Start teaching WidthIterator about character clusters
Created attachment 436165 [details] Patch
<rdar://problem/82514688>
Comment on attachment 436165 [details] Patch View in context: https://bugs.webkit.org/attachment.cgi?id=436165&action=review > Source/WebCore/ChangeLog:16 > + * platform/graphics/ComposedCharacterClusterTextIterator.h: Added. Unicode is using the term "grapheme cluster". Is "grapheme cluster" a better word? https://unicode.org/reports/tr29/ > Source/WebCore/platform/graphics/ComposedCharacterClusterTextIterator.h:46 > + bool consume(UChar32& character, unsigned& clusterLength) Why does 'consume' return a single character?

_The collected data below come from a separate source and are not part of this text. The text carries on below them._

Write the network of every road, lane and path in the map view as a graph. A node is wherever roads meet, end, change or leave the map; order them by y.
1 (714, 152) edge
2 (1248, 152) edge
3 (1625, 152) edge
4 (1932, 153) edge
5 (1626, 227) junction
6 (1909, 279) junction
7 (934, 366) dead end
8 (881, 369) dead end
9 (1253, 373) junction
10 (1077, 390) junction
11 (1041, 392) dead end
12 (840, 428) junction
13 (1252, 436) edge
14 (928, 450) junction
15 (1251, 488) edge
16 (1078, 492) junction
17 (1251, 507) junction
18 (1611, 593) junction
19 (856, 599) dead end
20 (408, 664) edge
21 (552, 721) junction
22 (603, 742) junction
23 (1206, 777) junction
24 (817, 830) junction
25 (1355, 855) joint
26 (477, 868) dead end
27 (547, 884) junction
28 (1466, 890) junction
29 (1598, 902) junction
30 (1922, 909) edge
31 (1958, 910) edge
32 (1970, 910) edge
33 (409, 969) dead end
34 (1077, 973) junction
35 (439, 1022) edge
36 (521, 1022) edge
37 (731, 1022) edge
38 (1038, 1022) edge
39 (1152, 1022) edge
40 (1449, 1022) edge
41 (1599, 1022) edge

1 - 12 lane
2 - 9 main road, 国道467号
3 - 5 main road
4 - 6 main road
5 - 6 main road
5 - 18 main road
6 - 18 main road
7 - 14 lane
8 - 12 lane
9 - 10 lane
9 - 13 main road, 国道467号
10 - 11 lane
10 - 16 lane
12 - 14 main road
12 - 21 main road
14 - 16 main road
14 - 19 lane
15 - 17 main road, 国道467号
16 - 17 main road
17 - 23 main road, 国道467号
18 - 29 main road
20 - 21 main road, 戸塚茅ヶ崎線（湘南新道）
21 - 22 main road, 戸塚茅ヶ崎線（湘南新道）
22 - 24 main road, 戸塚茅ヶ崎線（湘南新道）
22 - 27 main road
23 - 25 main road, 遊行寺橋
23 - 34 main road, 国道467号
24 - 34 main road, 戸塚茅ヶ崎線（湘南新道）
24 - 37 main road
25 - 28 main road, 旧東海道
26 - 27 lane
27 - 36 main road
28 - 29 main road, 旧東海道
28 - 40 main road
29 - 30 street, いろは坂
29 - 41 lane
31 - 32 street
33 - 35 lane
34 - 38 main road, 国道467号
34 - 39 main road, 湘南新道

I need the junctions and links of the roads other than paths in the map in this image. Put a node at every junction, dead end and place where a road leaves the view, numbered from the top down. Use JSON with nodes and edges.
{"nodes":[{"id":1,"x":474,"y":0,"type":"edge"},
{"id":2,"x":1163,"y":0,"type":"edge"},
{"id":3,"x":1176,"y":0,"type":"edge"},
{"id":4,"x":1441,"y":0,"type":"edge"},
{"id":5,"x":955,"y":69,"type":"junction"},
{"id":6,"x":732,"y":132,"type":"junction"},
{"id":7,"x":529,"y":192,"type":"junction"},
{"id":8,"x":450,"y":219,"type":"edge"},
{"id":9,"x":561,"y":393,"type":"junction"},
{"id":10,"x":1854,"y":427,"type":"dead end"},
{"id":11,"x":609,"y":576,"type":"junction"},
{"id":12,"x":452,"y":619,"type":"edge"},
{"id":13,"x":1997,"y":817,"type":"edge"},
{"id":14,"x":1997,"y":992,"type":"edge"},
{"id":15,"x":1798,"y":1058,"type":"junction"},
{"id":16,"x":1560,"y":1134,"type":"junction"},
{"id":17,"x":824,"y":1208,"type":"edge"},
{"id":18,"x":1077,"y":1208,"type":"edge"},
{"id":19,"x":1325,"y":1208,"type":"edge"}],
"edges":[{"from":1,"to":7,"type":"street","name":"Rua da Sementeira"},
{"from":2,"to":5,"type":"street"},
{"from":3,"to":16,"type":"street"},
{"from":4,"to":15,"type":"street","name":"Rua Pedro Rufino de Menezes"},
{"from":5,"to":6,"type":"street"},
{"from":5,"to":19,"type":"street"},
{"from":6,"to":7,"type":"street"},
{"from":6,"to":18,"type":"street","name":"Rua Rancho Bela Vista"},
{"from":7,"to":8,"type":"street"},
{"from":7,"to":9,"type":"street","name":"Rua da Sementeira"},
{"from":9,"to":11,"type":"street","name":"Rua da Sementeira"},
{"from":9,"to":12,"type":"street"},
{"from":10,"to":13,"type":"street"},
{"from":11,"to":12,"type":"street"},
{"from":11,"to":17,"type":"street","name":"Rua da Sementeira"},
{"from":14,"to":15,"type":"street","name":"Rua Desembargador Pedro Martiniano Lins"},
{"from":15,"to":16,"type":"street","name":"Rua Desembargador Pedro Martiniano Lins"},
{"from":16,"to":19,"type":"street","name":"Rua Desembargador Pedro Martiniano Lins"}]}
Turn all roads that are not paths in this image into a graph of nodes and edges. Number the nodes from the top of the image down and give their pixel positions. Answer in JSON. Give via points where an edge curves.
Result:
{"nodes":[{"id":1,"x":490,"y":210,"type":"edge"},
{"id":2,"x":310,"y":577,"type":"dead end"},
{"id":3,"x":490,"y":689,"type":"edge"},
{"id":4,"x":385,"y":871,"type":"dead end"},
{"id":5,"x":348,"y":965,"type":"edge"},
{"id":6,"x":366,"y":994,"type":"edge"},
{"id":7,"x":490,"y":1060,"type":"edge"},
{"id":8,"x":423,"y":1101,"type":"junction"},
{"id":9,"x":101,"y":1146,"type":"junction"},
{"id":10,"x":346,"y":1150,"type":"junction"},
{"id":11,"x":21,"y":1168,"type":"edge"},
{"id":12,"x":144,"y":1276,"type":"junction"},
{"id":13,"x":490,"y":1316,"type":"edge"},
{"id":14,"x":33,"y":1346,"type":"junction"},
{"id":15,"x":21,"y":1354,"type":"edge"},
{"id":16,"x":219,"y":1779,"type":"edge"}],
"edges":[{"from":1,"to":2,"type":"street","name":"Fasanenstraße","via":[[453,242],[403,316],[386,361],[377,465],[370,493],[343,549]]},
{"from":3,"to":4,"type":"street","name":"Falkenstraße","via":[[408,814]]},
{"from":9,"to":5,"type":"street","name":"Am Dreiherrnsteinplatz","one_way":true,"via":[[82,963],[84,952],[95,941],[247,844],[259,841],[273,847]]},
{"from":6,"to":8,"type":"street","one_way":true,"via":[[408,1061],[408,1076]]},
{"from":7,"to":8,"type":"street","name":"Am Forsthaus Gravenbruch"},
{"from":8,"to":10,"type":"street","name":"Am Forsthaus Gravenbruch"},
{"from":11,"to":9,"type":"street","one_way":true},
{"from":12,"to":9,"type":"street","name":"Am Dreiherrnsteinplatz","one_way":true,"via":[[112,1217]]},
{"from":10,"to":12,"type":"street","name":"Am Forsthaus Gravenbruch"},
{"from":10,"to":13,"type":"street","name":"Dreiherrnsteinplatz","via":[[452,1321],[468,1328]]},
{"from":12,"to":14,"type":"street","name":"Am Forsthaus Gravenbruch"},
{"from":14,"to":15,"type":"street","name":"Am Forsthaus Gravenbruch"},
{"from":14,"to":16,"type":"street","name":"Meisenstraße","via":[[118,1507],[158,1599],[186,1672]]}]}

Comment on attachment 436165 [details] Patch View in context: https://bugs.webkit.org/attachment.cgi?id=436165&action=review >> Source/WebCore/ChangeLog:16 >> + * platform/graphics/ComposedCharacterClusterTextIterator.h: Added. > > Unicode is using the term "grapheme cluster". Is "grapheme cluster" a better word? > https://unicode.org/reports/tr29/ "Grapheme cluster" has a formal and rigorous definition defined by Unicode, but that definition doesn't actually always match what users view of as a conceptual "letter." It's close, but there are some tweaks that text engines use to better match user expectation. There's a more general, fuzzy term "composed character cluster" that matches this idea. It's similar to what css-text calls a "typographic letter unit" which has an intentionally fuzzy definition. The concept of a composed character cluster does not have a formal rigorous definition; representing it by a grapheme cluster is a good approximation, but many text engines go beyond this with their own custom tweaks. >> Source/WebCore/platform/graphics/ComposedCharacterClusterTextIterator.h:46 >> + bool consume(UChar32& character, unsigned& clusterLength) > > Why does 'consume' return a single character? The |UChar32& character| is an out param that returns the "base" character in the cluster. The "base" character is always the first character. For example, if the cluster is U+0065 LATIN SMALL LETTER E followed by U+0301 COMBINING ACUTE ACCENT (to form "é"), the "base" character is the "e". I believe the term "base character" in a cluster is a term defined by Unicode, but I'm not sure.
Comment on attachment 436165 [details] Patch View in context: https://bugs.webkit.org/attachment.cgi?id=436165&action=review >>> Source/WebCore/platform/graphics/ComposedCharacterClusterTextIterator.h:46 >>> + bool consume(UChar32& character, unsigned& clusterLength) >> >> Why does 'consume' return a single character? > > The |UChar32& character| is an out param that returns the "base" character in the cluster. The "base" character is always the first character. For example, if the cluster is U+0065 LATIN SMALL LETTER E followed by U+0301 COMBINING ACUTE ACCENT (to form "é"), the "base" character is the "e". I believe the term "base character" in a cluster is a term defined by Unicode, but I'm not sure. 'WidthIterator::advanceInternal' advances by 'advanceLength' which is 'clusterLength' returned by the 'consume' method. https://github.com/WebKit/WebKit/blob/e6953d368b55b5daba4805cc9bbc9383d79e1375/Source/WebCore/platform/graphics/WidthIterator.cpp#L340 > textIterator.advance(advanceLength); If the complex text code path is removed, I think only base characters of clusters are shown. For example, family emoji 👨👩👧👦 shows only the first person 👨. This is unhappy.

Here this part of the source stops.